● What to produce
Copy, from the material below, every line in which the word "Vermont" can be found.

● Given records
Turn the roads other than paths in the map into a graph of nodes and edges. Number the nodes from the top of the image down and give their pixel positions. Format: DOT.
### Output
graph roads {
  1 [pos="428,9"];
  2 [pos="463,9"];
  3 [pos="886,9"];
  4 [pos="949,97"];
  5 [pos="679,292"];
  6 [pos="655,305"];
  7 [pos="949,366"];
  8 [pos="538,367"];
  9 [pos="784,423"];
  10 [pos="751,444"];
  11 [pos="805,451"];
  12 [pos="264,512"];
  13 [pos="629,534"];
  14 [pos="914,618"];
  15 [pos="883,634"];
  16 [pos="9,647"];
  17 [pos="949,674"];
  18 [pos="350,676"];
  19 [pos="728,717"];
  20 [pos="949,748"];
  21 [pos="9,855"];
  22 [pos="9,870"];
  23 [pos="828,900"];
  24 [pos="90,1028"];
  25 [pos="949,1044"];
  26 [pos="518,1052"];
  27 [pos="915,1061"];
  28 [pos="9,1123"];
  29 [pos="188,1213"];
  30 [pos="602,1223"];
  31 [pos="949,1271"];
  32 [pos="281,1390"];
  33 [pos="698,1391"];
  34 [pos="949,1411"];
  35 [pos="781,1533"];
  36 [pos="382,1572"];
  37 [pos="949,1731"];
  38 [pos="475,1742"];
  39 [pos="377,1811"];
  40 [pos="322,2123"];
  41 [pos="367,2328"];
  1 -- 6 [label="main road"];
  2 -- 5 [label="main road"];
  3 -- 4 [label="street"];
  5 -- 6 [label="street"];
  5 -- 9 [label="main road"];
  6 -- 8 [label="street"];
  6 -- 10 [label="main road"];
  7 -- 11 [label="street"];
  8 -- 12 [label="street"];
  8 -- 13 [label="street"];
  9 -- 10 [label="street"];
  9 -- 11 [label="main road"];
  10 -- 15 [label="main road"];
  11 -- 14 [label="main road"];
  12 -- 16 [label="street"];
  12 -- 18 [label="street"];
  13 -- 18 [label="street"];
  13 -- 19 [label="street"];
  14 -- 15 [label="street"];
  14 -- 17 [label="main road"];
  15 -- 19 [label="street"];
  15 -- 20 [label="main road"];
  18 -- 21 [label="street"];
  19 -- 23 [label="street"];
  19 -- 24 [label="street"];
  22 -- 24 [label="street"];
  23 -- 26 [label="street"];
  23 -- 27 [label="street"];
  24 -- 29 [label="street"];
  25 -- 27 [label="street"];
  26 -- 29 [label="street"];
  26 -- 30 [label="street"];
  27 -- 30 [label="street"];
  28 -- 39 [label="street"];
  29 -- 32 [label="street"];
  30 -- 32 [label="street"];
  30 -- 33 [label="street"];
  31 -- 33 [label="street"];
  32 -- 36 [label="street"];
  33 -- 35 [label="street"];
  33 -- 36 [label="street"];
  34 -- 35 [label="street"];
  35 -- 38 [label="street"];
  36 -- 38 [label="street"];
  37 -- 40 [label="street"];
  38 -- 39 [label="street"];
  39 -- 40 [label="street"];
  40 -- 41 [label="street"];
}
--
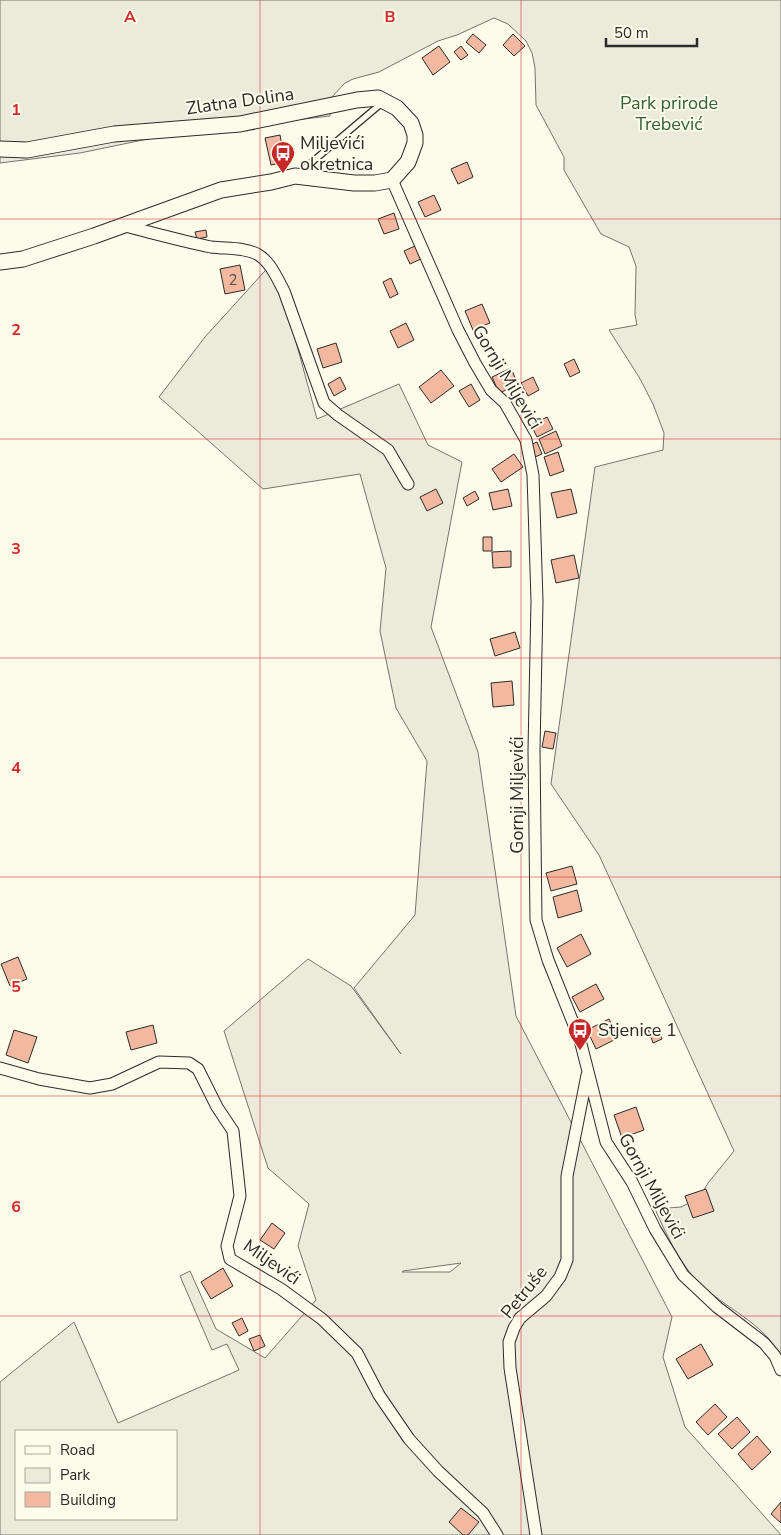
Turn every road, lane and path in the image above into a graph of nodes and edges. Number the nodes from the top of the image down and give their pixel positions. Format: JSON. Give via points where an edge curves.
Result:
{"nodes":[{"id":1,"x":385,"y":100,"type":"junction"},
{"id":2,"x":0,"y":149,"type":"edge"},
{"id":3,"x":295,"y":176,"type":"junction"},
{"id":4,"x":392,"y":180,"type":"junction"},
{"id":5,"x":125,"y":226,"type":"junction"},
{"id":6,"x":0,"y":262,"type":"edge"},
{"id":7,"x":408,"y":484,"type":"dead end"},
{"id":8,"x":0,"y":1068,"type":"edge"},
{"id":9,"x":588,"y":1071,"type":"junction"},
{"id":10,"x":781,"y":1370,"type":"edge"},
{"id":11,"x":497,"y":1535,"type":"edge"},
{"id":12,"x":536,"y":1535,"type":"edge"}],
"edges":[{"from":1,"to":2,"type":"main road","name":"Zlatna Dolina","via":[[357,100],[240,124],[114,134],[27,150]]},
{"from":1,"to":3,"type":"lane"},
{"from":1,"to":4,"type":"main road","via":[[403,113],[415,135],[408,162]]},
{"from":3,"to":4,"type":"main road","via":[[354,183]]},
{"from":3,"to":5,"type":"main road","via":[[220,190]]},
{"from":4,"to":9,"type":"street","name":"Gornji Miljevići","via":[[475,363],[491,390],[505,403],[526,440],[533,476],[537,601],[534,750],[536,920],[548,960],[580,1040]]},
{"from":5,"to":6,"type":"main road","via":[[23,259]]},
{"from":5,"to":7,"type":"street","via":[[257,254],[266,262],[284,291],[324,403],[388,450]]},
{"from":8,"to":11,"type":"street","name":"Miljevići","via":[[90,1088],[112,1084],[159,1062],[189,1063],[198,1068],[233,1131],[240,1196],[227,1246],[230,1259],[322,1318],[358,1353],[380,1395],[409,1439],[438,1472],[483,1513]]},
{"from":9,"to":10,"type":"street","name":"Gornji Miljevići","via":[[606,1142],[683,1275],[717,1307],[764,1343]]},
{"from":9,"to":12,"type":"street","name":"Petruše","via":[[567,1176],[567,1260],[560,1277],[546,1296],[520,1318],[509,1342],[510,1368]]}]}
--
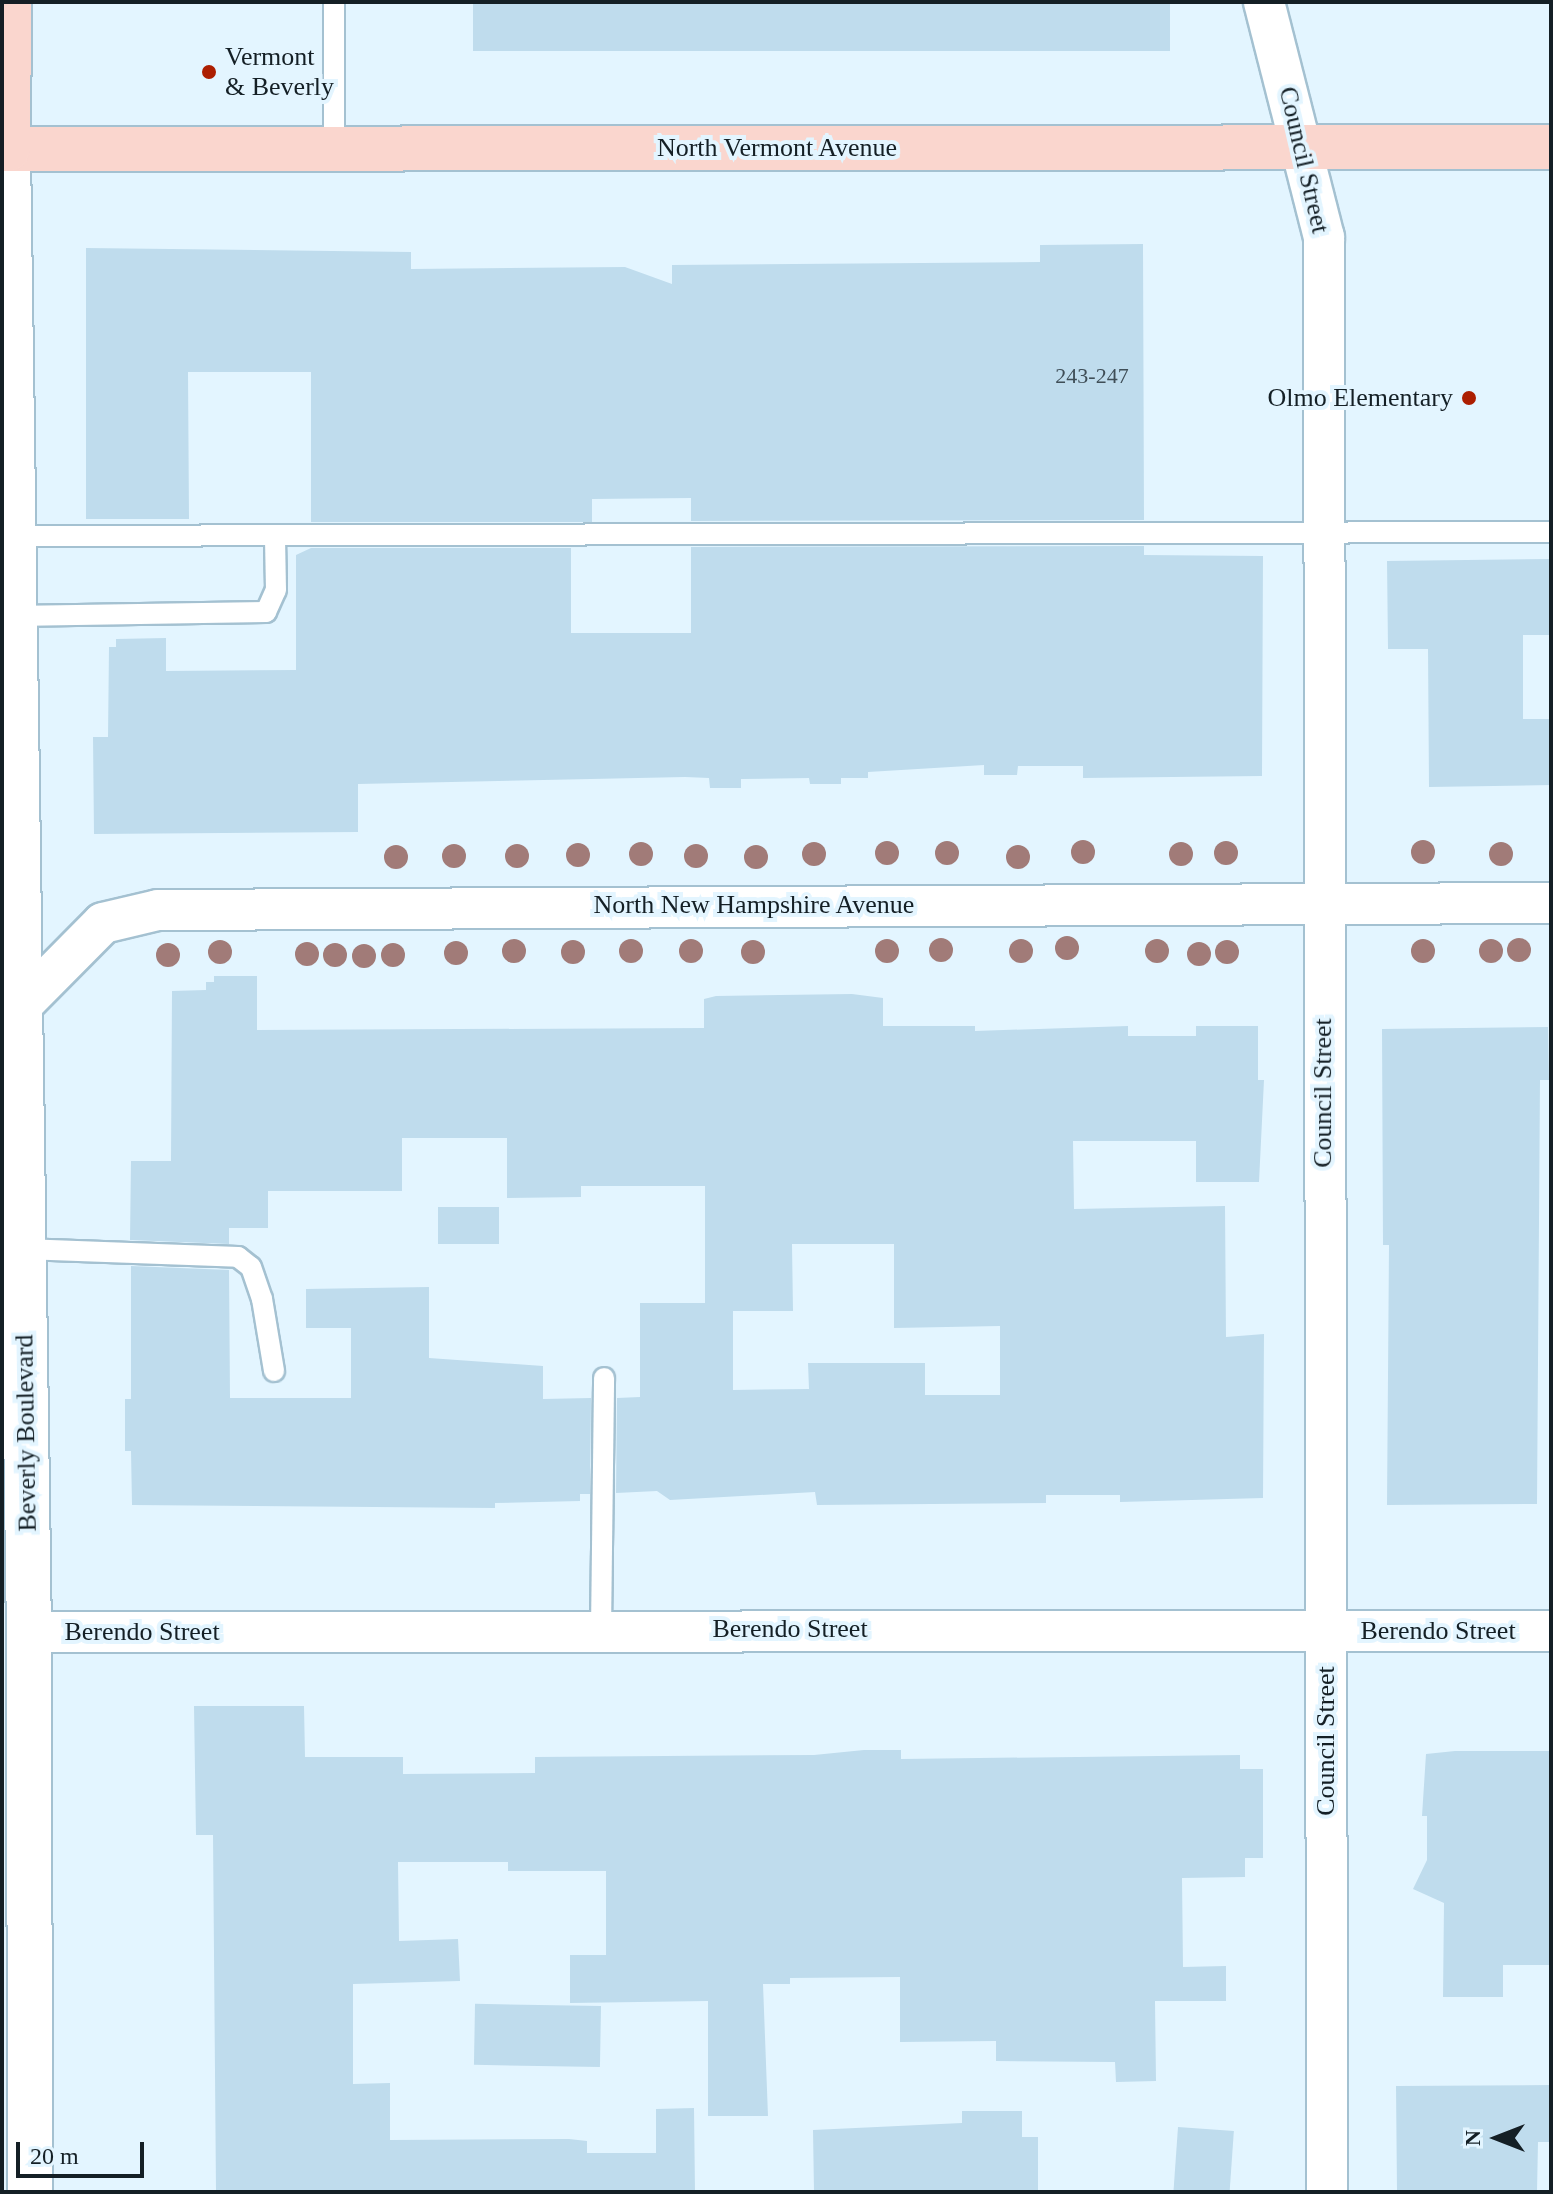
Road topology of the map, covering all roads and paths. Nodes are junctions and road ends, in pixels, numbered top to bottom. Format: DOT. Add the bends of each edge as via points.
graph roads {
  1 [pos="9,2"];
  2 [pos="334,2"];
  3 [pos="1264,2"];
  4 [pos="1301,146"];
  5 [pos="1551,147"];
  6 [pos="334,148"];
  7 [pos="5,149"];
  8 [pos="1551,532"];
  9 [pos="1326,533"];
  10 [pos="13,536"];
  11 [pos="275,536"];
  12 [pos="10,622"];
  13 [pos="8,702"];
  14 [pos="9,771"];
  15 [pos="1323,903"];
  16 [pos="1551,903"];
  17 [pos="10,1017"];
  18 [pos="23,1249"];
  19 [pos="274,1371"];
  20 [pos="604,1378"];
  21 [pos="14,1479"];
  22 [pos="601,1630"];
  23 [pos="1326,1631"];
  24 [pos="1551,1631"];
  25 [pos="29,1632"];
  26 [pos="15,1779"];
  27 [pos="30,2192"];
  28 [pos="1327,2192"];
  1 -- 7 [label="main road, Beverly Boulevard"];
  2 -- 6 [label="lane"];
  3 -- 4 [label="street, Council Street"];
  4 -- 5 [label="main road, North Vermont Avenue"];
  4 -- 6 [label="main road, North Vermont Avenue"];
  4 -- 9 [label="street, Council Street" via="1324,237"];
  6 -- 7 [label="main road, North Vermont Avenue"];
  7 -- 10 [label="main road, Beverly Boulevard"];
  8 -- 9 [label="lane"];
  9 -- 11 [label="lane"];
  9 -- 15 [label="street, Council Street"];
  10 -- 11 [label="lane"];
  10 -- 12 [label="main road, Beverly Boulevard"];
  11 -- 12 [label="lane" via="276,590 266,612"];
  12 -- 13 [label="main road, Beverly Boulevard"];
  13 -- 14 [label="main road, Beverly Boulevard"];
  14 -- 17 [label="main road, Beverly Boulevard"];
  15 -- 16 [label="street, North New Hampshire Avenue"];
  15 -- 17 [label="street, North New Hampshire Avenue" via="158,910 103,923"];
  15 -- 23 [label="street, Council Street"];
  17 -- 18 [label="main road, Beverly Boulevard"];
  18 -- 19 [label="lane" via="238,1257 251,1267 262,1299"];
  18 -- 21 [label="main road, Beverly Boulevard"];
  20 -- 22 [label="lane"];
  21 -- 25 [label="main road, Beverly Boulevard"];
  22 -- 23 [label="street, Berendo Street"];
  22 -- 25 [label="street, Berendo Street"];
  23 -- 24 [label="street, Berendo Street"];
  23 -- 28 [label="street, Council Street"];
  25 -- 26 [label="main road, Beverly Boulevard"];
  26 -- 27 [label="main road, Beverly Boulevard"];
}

● Response area
  4 -- 5 [label="main road, North Vermont Avenue"];
  4 -- 6 [label="main road, North Vermont Avenue"];
  6 -- 7 [label="main road, North Vermont Avenue"];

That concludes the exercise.